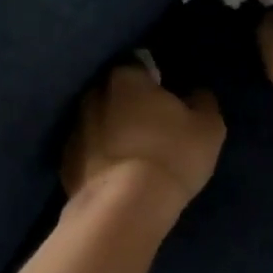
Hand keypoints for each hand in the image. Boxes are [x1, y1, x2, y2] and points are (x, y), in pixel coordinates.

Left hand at [62, 65, 225, 209]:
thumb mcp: (208, 127)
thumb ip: (202, 101)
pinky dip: (98, 159)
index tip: (166, 98)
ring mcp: (74, 129)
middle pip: (113, 93)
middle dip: (127, 105)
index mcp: (125, 77)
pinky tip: (115, 176)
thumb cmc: (171, 155)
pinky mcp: (64, 163)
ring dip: (111, 132)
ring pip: (96, 122)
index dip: (154, 81)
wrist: (124, 207)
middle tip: (151, 127)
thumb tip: (195, 94)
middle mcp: (92, 95)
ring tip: (132, 155)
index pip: (139, 66)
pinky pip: (86, 153)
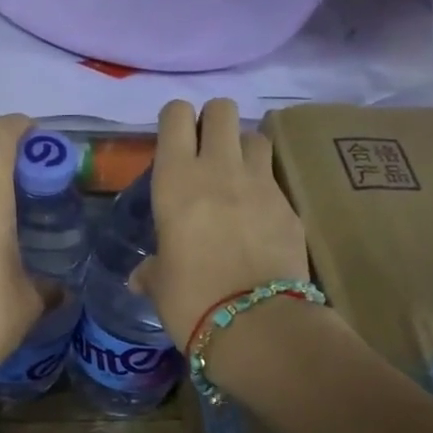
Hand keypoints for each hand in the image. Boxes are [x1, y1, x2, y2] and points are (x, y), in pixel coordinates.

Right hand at [133, 98, 310, 346]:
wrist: (255, 323)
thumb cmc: (190, 299)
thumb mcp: (159, 283)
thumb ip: (151, 270)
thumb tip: (140, 277)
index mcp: (176, 179)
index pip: (176, 115)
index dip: (175, 122)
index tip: (172, 144)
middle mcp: (219, 168)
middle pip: (222, 109)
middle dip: (212, 123)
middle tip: (204, 154)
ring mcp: (262, 183)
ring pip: (255, 135)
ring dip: (243, 149)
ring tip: (234, 178)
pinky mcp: (291, 205)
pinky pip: (276, 178)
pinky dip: (265, 186)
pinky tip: (257, 216)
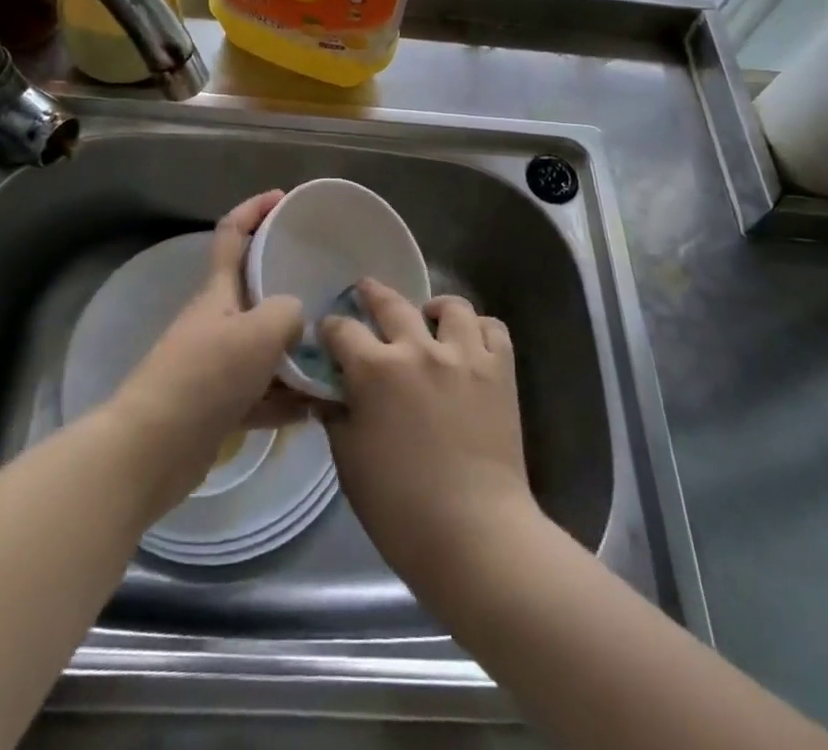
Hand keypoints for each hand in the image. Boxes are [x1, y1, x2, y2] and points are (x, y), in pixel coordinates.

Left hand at [107, 191, 306, 513]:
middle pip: (255, 292)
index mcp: (218, 292)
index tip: (283, 198)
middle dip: (290, 289)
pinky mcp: (219, 406)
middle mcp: (216, 321)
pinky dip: (286, 399)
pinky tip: (317, 409)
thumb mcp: (259, 332)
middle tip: (330, 291)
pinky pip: (262, 393)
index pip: (233, 234)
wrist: (153, 448)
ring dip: (295, 354)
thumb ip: (288, 313)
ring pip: (264, 348)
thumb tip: (296, 318)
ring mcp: (216, 365)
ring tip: (335, 357)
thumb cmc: (206, 376)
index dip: (255, 209)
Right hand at [321, 280, 538, 589]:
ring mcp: (465, 356)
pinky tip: (468, 343)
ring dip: (434, 308)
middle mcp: (419, 349)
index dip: (330, 329)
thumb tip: (328, 393)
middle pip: (391, 303)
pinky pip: (492, 328)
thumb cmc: (401, 508)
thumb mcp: (350, 461)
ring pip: (450, 306)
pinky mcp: (500, 371)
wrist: (476, 536)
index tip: (326, 334)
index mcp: (376, 370)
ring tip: (428, 318)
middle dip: (372, 293)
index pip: (342, 330)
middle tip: (365, 291)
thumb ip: (337, 416)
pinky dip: (479, 329)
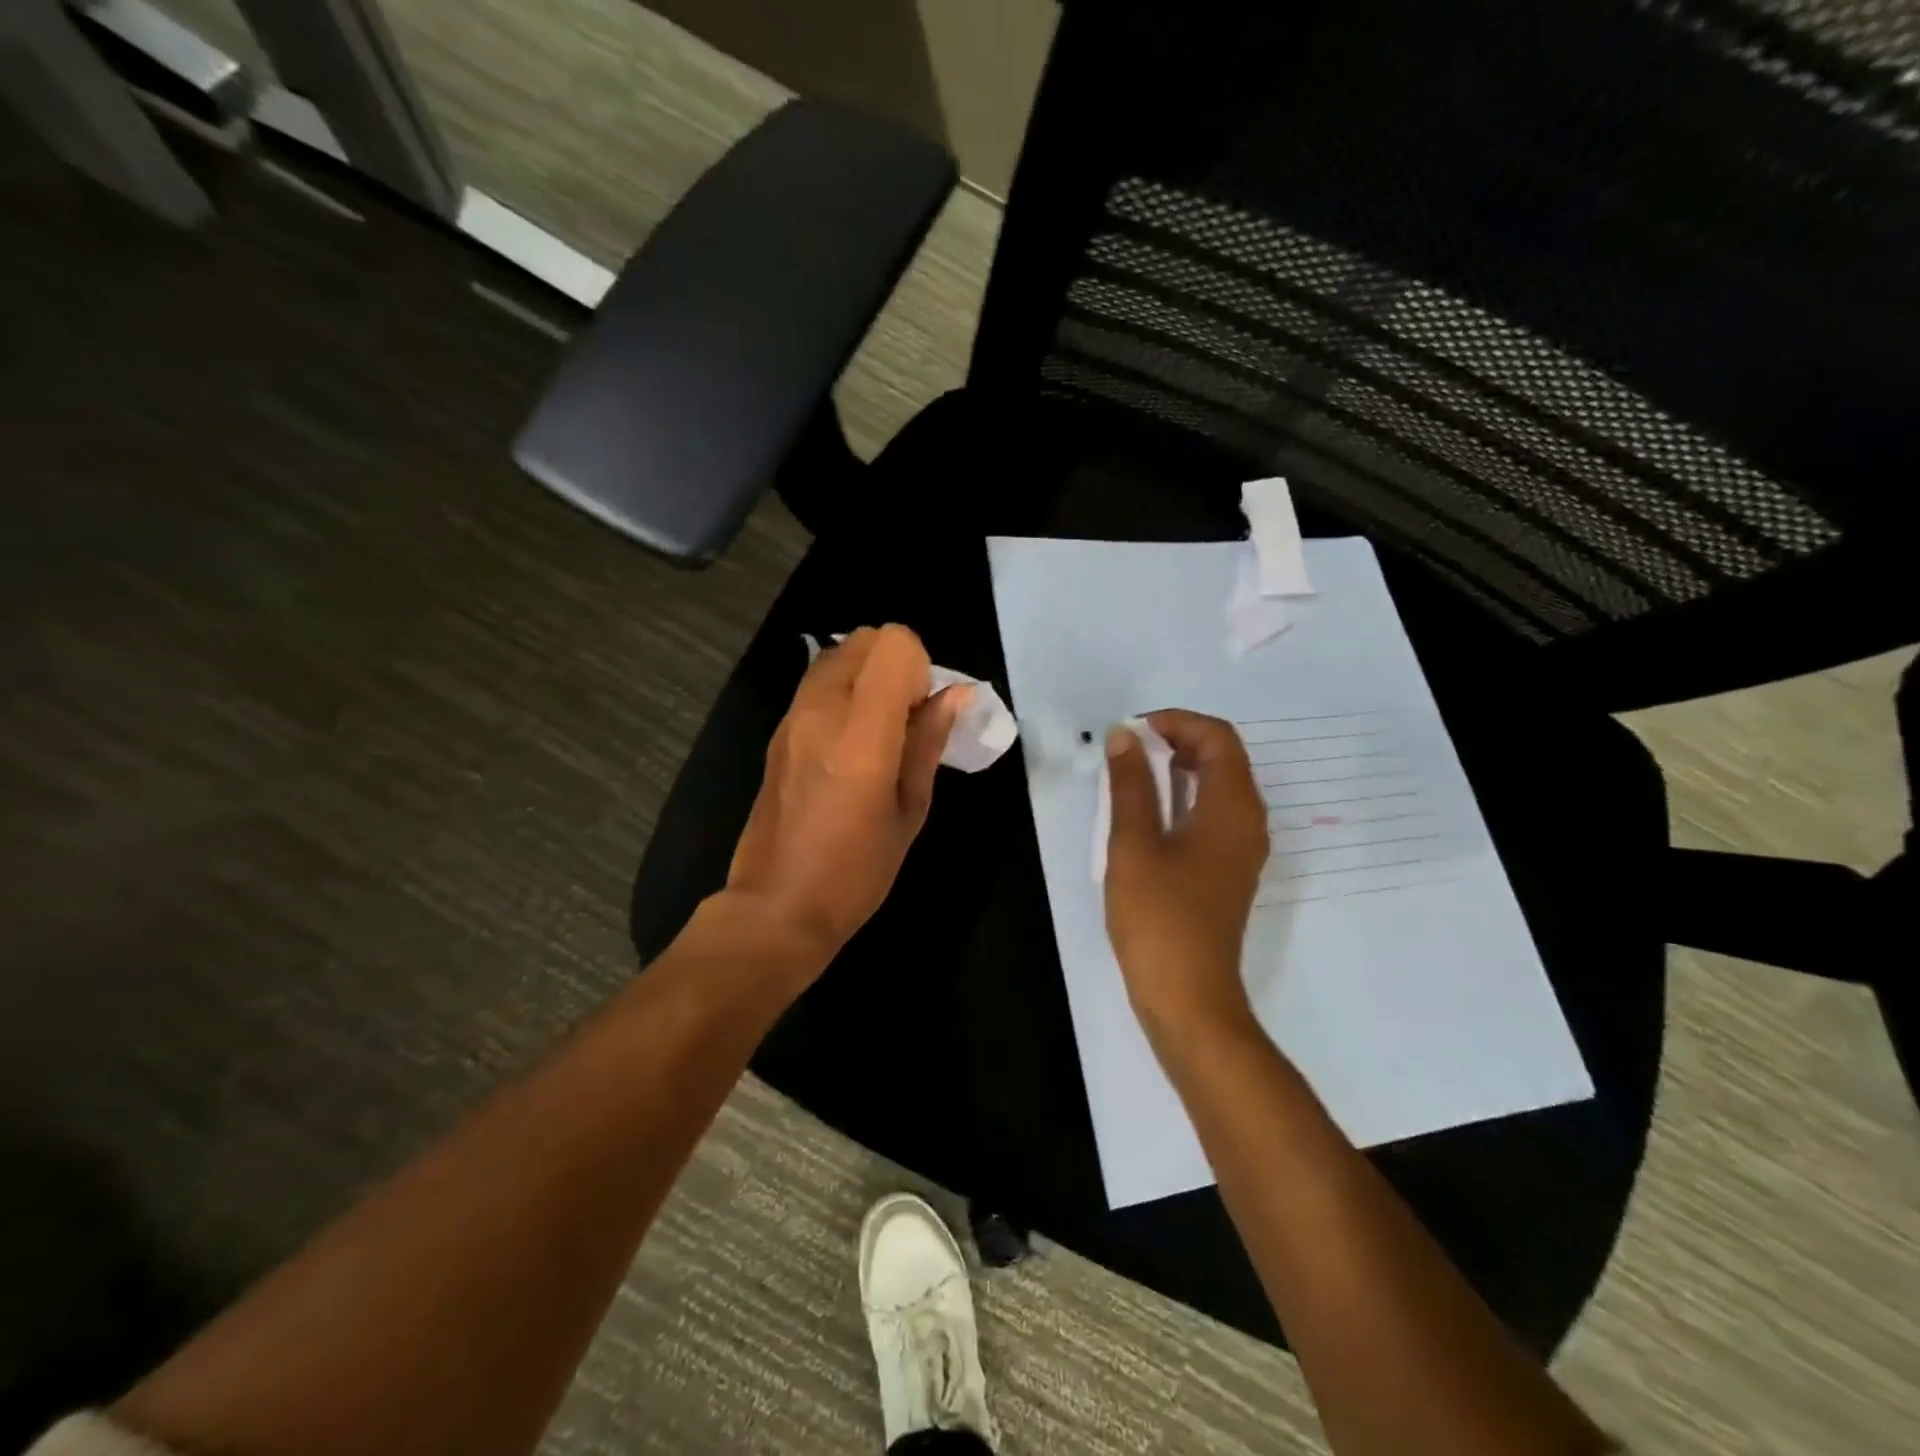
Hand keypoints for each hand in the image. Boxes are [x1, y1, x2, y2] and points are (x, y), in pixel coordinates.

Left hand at [722, 624, 967, 974]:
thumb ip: (929, 742)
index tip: (924, 712)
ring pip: (837, 655)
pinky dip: (844, 691)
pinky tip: (851, 744)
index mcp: (861, 733)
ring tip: (879, 731)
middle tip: (907, 718)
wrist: (777, 906)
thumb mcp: (910, 810)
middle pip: (864, 639)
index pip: (893, 644)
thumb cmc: (856, 871)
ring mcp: (792, 717)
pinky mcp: (777, 732)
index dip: (920, 667)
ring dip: (868, 675)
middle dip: (896, 664)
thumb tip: (956, 694)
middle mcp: (821, 710)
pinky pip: (818, 684)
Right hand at [1104, 710, 1269, 1042]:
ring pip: (1218, 785)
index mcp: (1232, 808)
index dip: (1176, 722)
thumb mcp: (1134, 844)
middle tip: (1128, 749)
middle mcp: (1248, 821)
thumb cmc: (1159, 917)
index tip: (1131, 732)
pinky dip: (1183, 796)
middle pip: (1223, 757)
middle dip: (1176, 740)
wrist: (1187, 996)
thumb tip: (1125, 736)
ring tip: (1131, 774)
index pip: (1217, 737)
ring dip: (1178, 768)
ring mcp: (1241, 848)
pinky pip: (1212, 813)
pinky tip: (1147, 812)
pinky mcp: (1227, 869)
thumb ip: (1131, 785)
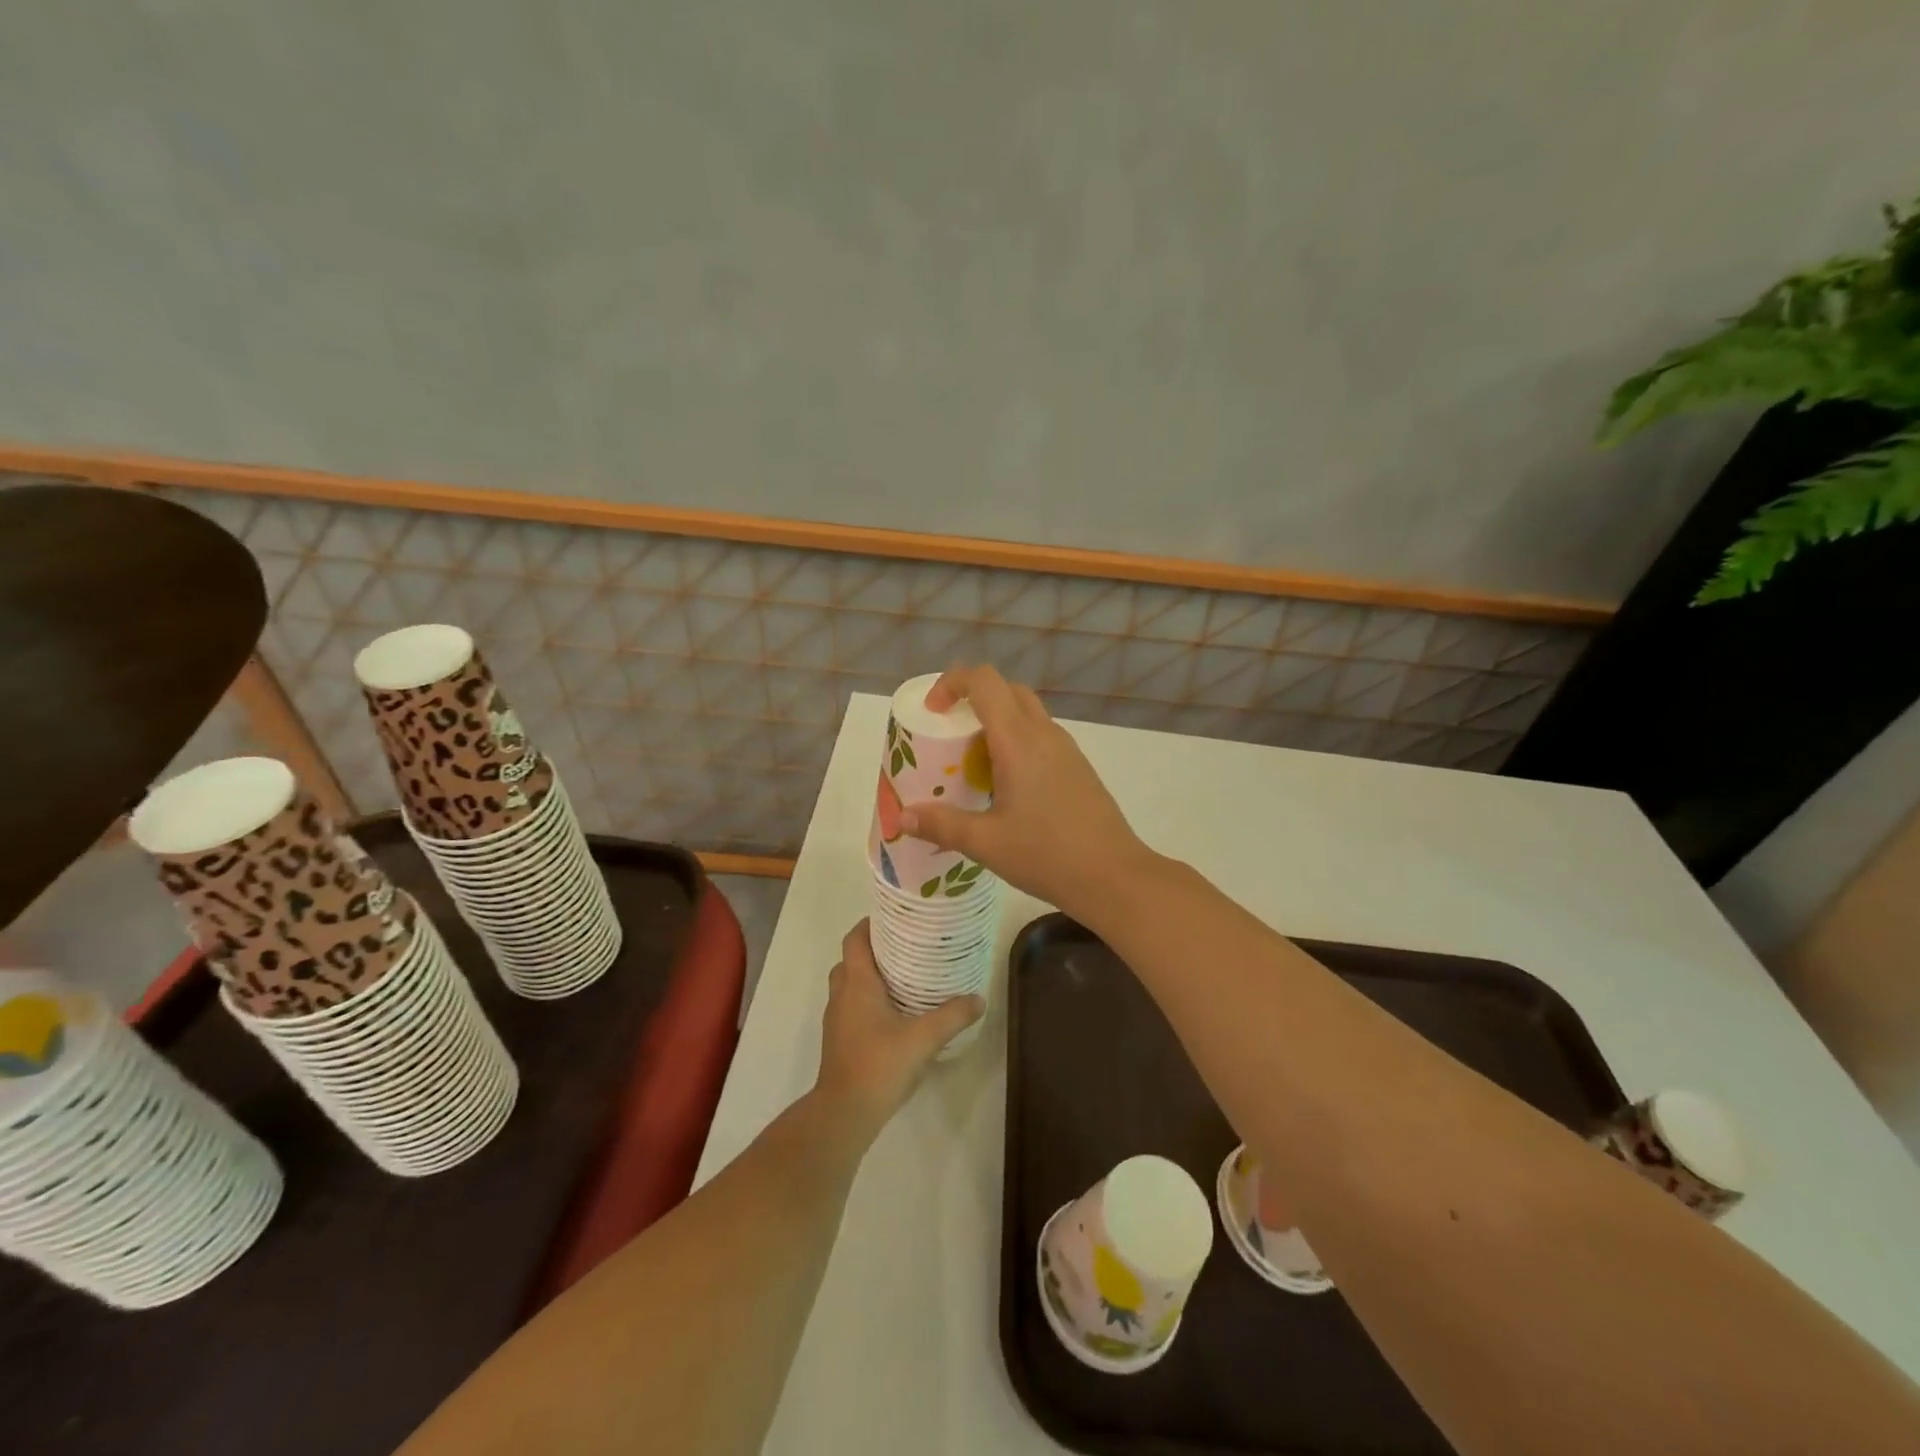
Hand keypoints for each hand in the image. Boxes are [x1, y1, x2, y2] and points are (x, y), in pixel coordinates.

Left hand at [814, 921, 982, 1138]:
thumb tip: (978, 998)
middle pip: (852, 959)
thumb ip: (952, 1015)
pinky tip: (896, 1012)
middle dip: (875, 949)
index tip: (897, 918)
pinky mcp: (840, 1040)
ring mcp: (837, 1019)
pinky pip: (852, 1006)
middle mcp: (842, 994)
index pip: (855, 938)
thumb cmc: (879, 1065)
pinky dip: (869, 999)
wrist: (844, 1113)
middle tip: (907, 946)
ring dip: (871, 976)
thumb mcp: (923, 1038)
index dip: (871, 924)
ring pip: (850, 984)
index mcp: (857, 983)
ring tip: (905, 976)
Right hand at [897, 664, 1156, 921]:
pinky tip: (1007, 786)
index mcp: (1019, 741)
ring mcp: (1067, 749)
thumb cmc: (1046, 855)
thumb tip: (904, 818)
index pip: (985, 681)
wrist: (1114, 876)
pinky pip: (1042, 737)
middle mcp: (1045, 734)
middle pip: (1008, 689)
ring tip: (974, 762)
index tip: (933, 711)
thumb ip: (942, 825)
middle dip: (974, 699)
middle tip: (951, 733)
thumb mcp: (986, 843)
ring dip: (997, 721)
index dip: (953, 683)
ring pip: (1028, 713)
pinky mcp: (1079, 768)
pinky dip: (1017, 742)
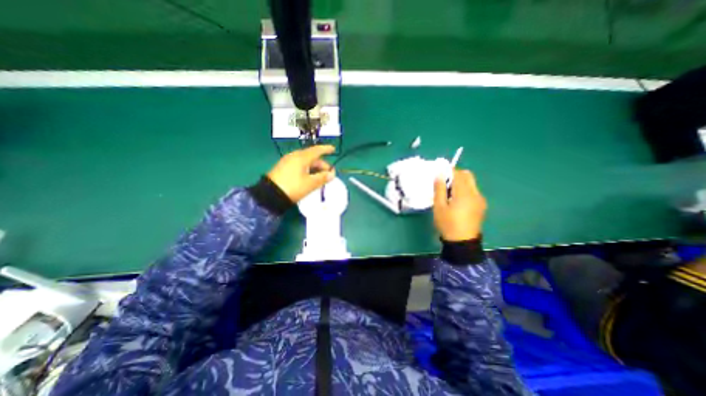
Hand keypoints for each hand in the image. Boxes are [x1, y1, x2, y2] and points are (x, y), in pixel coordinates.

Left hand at [269, 144, 337, 201]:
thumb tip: (332, 174)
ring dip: (315, 168)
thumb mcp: (310, 184)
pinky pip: (299, 165)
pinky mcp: (283, 167)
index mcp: (302, 157)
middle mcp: (294, 156)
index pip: (317, 150)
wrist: (270, 195)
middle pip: (312, 157)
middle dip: (322, 164)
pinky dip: (307, 169)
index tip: (333, 149)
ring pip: (305, 161)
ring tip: (320, 177)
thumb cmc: (293, 187)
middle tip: (329, 174)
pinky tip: (309, 177)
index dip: (326, 149)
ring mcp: (287, 161)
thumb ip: (322, 178)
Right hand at [433, 167, 489, 239]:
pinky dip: (465, 190)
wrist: (462, 242)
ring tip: (449, 194)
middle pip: (468, 176)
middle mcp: (475, 193)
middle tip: (444, 184)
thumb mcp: (439, 207)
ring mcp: (480, 199)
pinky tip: (457, 201)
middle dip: (456, 175)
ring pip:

--------------------

Problem to work on:
Your task is to copy only the lines above starting at the one containing "pinky tip: (257, 216)" and ending at the one containing "pinky dip: (1183, 796)". Copy them exactly, both ends included, and omit the pictures.

Written answer:
pinky tip: (257, 216)
Hand keypoints for each hand in the image. Boxes are [x1, y1, x2, y2] and points are (x, y), in pixel coordinates.

Left hand at [107, 191, 306, 513]:
middle pip: (255, 292)
index mcp: (218, 292)
index tip: (283, 198)
middle dip: (290, 289)
pinky mcp: (219, 406)
middle mcp: (216, 321)
pinky dip: (286, 399)
pinky tip: (317, 409)
thumb mcp: (259, 332)
middle tip: (330, 291)
pinky pip: (262, 393)
index pip: (233, 234)
wrist: (153, 448)
ring dip: (295, 354)
thumb ip: (288, 313)
ring pip: (264, 348)
thumb tip: (296, 318)
ring mcp: (216, 365)
ring tip: (335, 357)
thumb cmc: (206, 376)
index dip: (255, 209)
Right hand at [321, 280, 538, 589]:
ring mcp: (465, 356)
pinky tip: (468, 343)
ring dip: (434, 308)
middle mcp: (419, 349)
index dip: (330, 329)
thumb tip: (328, 393)
middle pip: (391, 303)
pinky pip: (492, 328)
thumb cmc: (401, 508)
thumb mcp: (350, 461)
ring pip: (450, 306)
pinky mcp: (500, 371)
wrist: (476, 536)
index tip: (326, 334)
index mcp: (376, 370)
ring tip: (428, 318)
middle dip: (372, 293)
index pip: (342, 330)
middle tip: (365, 291)
thumb ip: (337, 416)
pinky dip: (479, 329)
Hand keypoints for each hand in the image. Boxes are [x1, y1, x2, y2] and points are (x, y), in pixel coordinates.

Left hand at [722, 624, 967, 974]:
thumb ip: (929, 742)
index tip: (924, 712)
ring pip: (837, 655)
pinky dip: (844, 691)
pinky tip: (851, 744)
index mcp: (861, 733)
ring tip: (879, 731)
middle tip: (907, 718)
wrist: (777, 906)
thumb mcp: (910, 810)
middle pip: (864, 639)
index pip: (893, 644)
thumb cmc: (856, 871)
ring mcp: (792, 717)
pinky mcp: (777, 732)
index dip: (920, 667)
ring dip: (868, 675)
middle dip: (896, 664)
thumb tip: (956, 694)
middle mcp: (821, 710)
pinky pip: (818, 684)
Right hand at [1104, 710, 1269, 1042]:
ring pip: (1218, 785)
index mcp: (1232, 808)
index dip: (1176, 722)
thumb mcp: (1134, 844)
middle tip: (1128, 749)
middle mcp: (1248, 821)
thumb cmc: (1159, 917)
index tip: (1131, 732)
pinky dip: (1183, 796)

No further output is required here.